Sunday, October 15, 2006

Desapego

As duas escovas de dente resumem bem os últimos meses. A rosa quer dizer "sim, a esperança resiste"; a roxa, "vem pra casa assistir a um filme que a gente com certeza não vai assistir hoje".
Mas não quero mais nenhuma. Prefiro a minha, azul, de cerdas espalhadas, que preciso trocar e lembro todo dia ao sair de casa e esqueço ao passar pela farmácia, entretido com o horário ou com outro jogo mental que não canso de fazer.
Porque eu penso, penso, penso, penso (e esse recurso de repetir palavras para parecer rock'n'roll eu já usei no texto abaixo, sem sucesso) e nada sai da minha cabeça. A minha memória serve para me confundir e torturar. Tal qual um arquivo morto e ruim.
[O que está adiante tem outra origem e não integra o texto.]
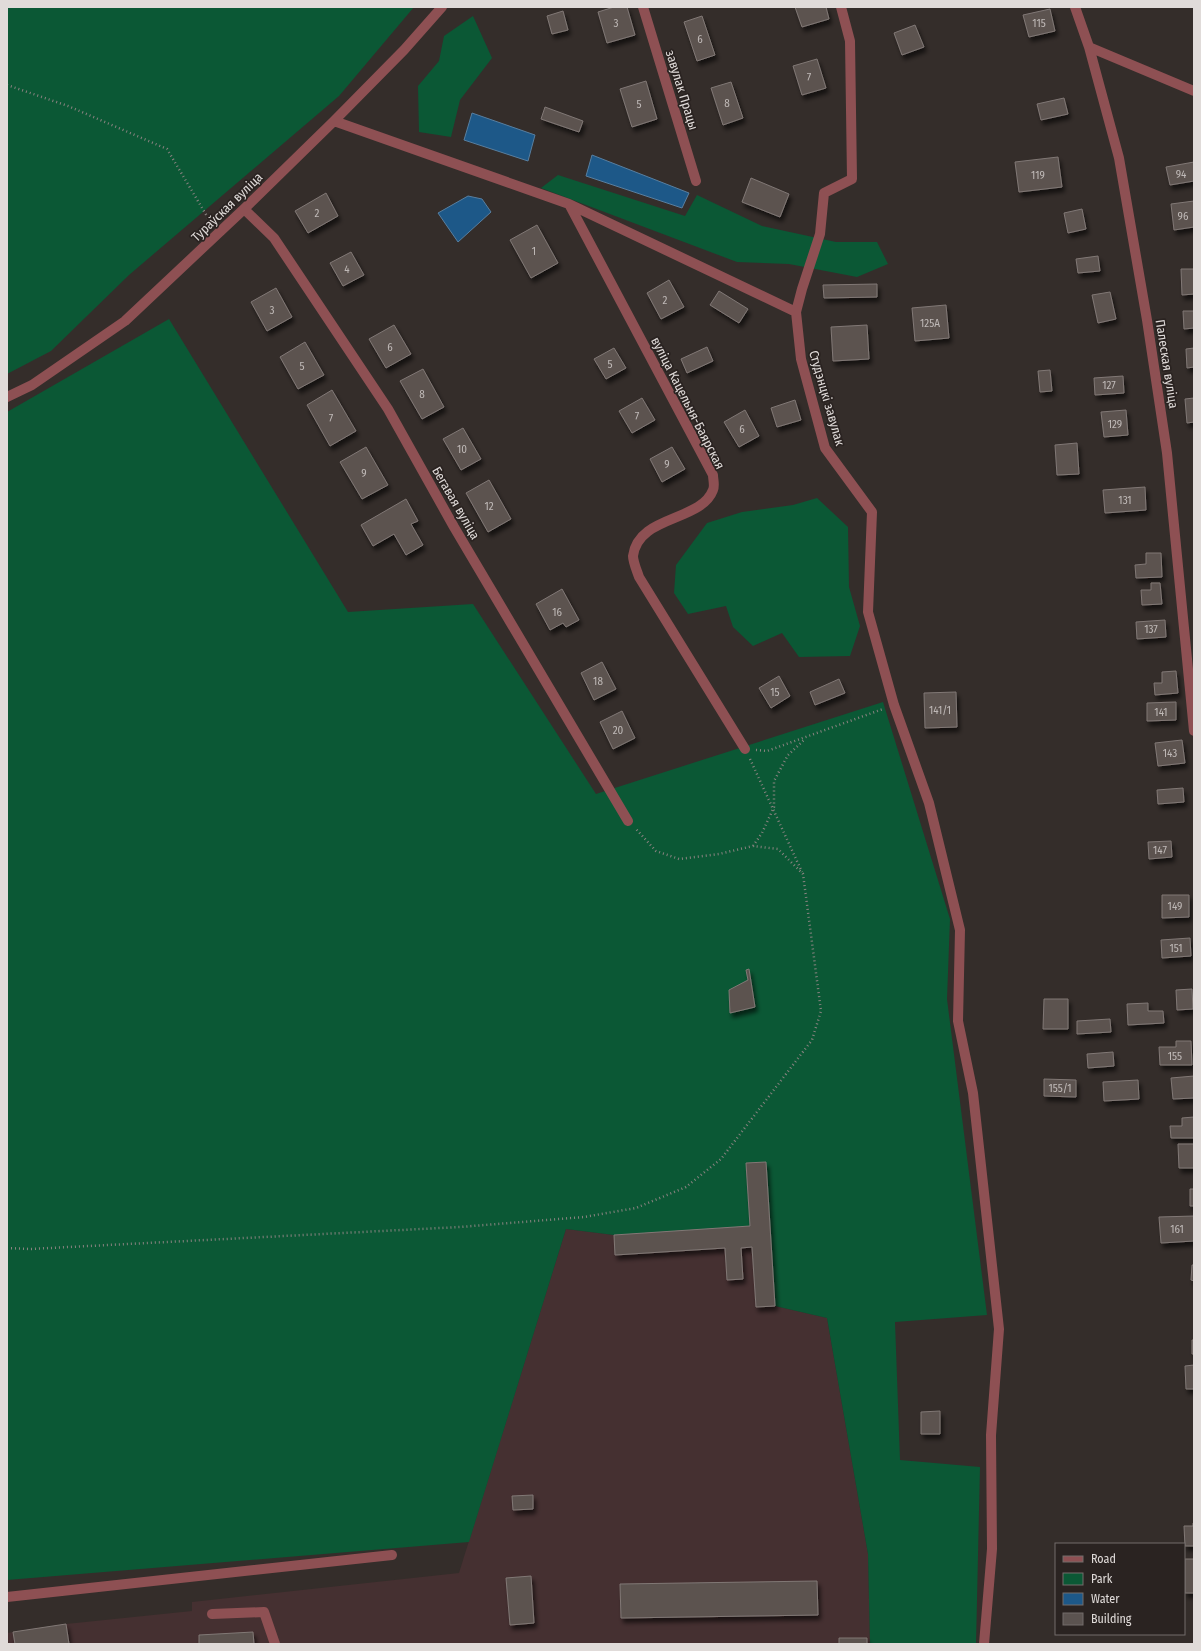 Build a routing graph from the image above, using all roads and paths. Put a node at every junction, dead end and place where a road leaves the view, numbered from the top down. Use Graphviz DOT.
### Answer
graph roads {
  1 [pos="442,7"];
  2 [pos="643,7"];
  3 [pos="841,7"];
  4 [pos="1075,7"];
  5 [pos="1089,47"];
  6 [pos="7,85"];
  7 [pos="1194,92"];
  8 [pos="334,122"];
  9 [pos="696,181"];
  10 [pos="569,204"];
  11 [pos="244,209"];
  12 [pos="218,234"];
  13 [pos="796,312"];
  14 [pos="7,397"];
  15 [pos="894,705"];
  16 [pos="1194,731"];
  17 [pos="807,738"];
  18 [pos="745,749"];
  19 [pos="774,807"];
  20 [pos="628,821"];
  21 [pos="753,846"];
  22 [pos="803,874"];
  23 [pos="7,1248"];
  24 [pos="392,1555"];
  25 [pos="7,1597"];
  26 [pos="212,1614"];
  27 [pos="275,1644"];
  28 [pos="984,1644"];
  1 -- 8 [label="street, Тураўская вуліца"];
  2 -- 9 [label="street, завулак Працы"];
  3 -- 13 [label="street, Студэнцкі завулак"];
  4 -- 5 [label="street, Палеская вуліца"];
  5 -- 7 [label="street"];
  5 -- 16 [label="street, Палеская вуліца"];
  6 -- 12 [label="path"];
  8 -- 10 [label="street"];
  8 -- 11 [label="street, Тураўская вуліца"];
  10 -- 13 [label="street"];
  10 -- 18 [label="street, вуліца Кацельня-Баярская"];
  11 -- 12 [label="street, Тураўская вуліца"];
  11 -- 20 [label="street, Бегавая вуліца"];
  12 -- 14 [label="street, Тураўская вуліца"];
  13 -- 15 [label="street, Студэнцкі завулак"];
  15 -- 17 [label="path"];
  15 -- 28 [label="street, Студэнцкі завулак"];
  17 -- 18 [label="path"];
  17 -- 19 [label="path"];
  18 -- 19 [label="path"];
  19 -- 21 [label="path"];
  19 -- 22 [label="path"];
  20 -- 21 [label="path"];
  21 -- 22 [label="path"];
  22 -- 23 [label="path"];
  24 -- 25 [label="street"];
  26 -- 27 [label="street"];
} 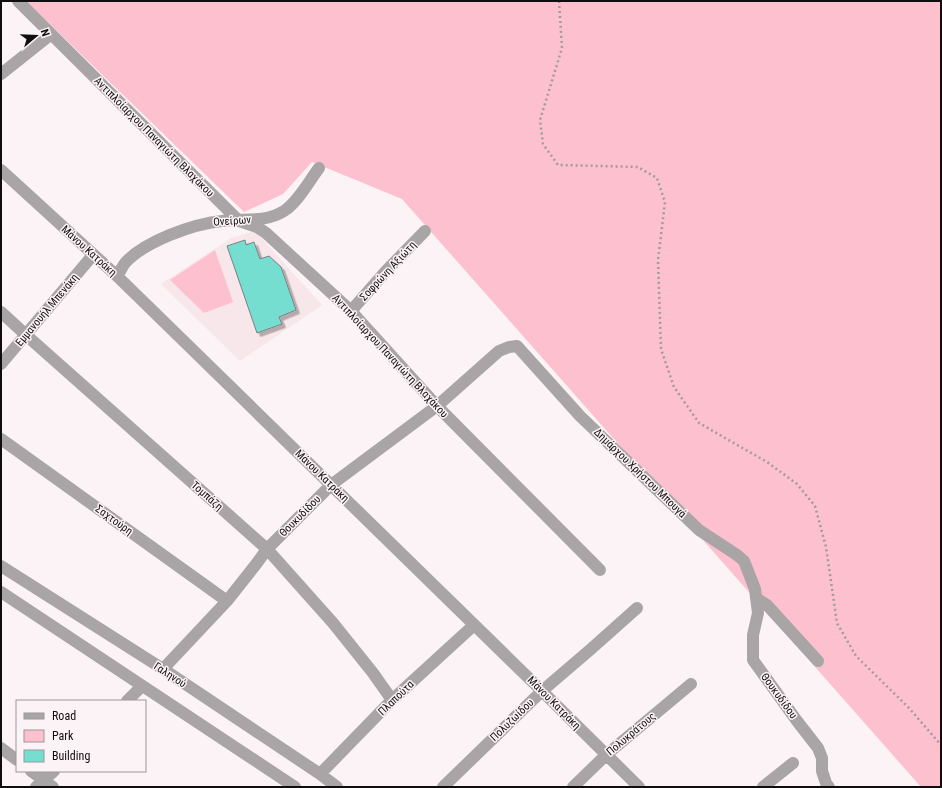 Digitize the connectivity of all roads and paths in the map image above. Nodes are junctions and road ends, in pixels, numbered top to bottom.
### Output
1 (18, 1) edge
2 (558, 1) edge
3 (50, 35) junction
4 (1, 74) edge
5 (319, 168) dead end
6 (1, 170) edge
7 (239, 221) junction
8 (425, 231) dead end
9 (93, 255) junction
10 (117, 276) junction
11 (351, 311) junction
12 (1, 312) edge
13 (26, 335) junction
14 (517, 346) joint
15 (1, 364) edge
16 (437, 406) junction
17 (1, 440) edge
18 (331, 485) junction
19 (267, 549) junction
20 (1, 566) edge
21 (600, 570) dead end
22 (1, 592) edge
23 (756, 598) junction
24 (227, 601) junction
25 (637, 608) dead end
26 (474, 625) junction
27 (818, 661) dead end
28 (163, 669) junction
29 (691, 684) dead end
30 (142, 686) junction
31 (542, 691) junction
32 (127, 700) edge
33 (392, 700) junction
34 (941, 745) edge
35 (1, 748) edge
36 (606, 755) junction
37 (16, 759) edge
38 (793, 763) dead end
39 (32, 772) edge
40 (53, 772) edge
41 (320, 774) junction
42 (44, 785) edge
43 (295, 787) edge
44 (337, 787) edge
45 (442, 787) edge
46 (573, 787) edge
47 (639, 787) edge
48 (763, 787) edge
49 (829, 787) edge

1 - 3 street, Αντιπλοίαρχου Παναγιώτη Βλαχάκου
2 - 34 path
3 - 4 street
3 - 7 street, Αντιπλοίαρχου Παναγιώτη Βλαχάκου
5 - 7 street, Ονείρων
6 - 9 street, Μάνου Κατράκη
7 - 10 street, Ονείρων
7 - 11 street, Αντιπλοίαρχου Παναγιώτη Βλαχάκου
8 - 11 street, Σοφρώνη Αξιώτη
9 - 10 street, Μάνου Κατράκη
9 - 13 street, Εμμανουήλ Μπενάκη
10 - 18 street, Μάνου Κατράκη
11 - 16 street, Αντιπλοίαρχου Παναγιώτη Βλαχάκου
12 - 13 street, Τομπάζη
13 - 15 street, Εμμανουήλ Μπενάκη
13 - 19 street, Τομπάζη
14 - 16 street, Θουκυδίδου
14 - 23 street, Δημάρχου Χρήστου Μπουγά
16 - 18 street, Θουκυδίδου
16 - 21 street, Αντιπλοίαρχου Παναγιώτη Βλαχάκου
17 - 24 street, Σαχτούρη
18 - 19 street, Θουκυδίδου
18 - 26 street, Μάνου Κατράκη
19 - 24 street, Θουκυδίδου
19 - 33 street, Τομπάζη
20 - 28 street, Γαληνού
22 - 30 street
23 - 27 street
23 - 49 street, Θουκυδίδου
24 - 28 street, Θουκυδίδου
25 - 31 street, Πολυζωίδου
26 - 31 street, Μάνου Κατράκη
26 - 33 street, Πλαπούτα
28 - 41 street, Γαληνού
29 - 36 street, Πολυκράτους
30 - 32 street
30 - 43 street
31 - 36 street, Μάνου Κατράκη
31 - 45 street, Πολυζωίδου
33 - 41 street, Πλαπούτα
35 - 37 street
36 - 46 street, Πολυκράτους
36 - 47 street, Μάνου Κατράκη
38 - 48 street
39 - 42 street
40 - 42 street
41 - 44 street, Γαληνού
E objetos, escovas sem uso que apenas juntam poeira em cima da pia, são parte da memória ruim. Defendê-las sobre a pia é defender a auto-tortura e a sabotagem interna que tanta gente, terapeutas ou não, insiste para dispensar da vida. Pois essa solidão a qual me reservo agora é para tratar melhor dos meus dentes, enquanto ninguém mais liga ou tem interesse em deixar seu porta-cerdas sobre qualquer item de mármore que eu tenha no meu apartamento.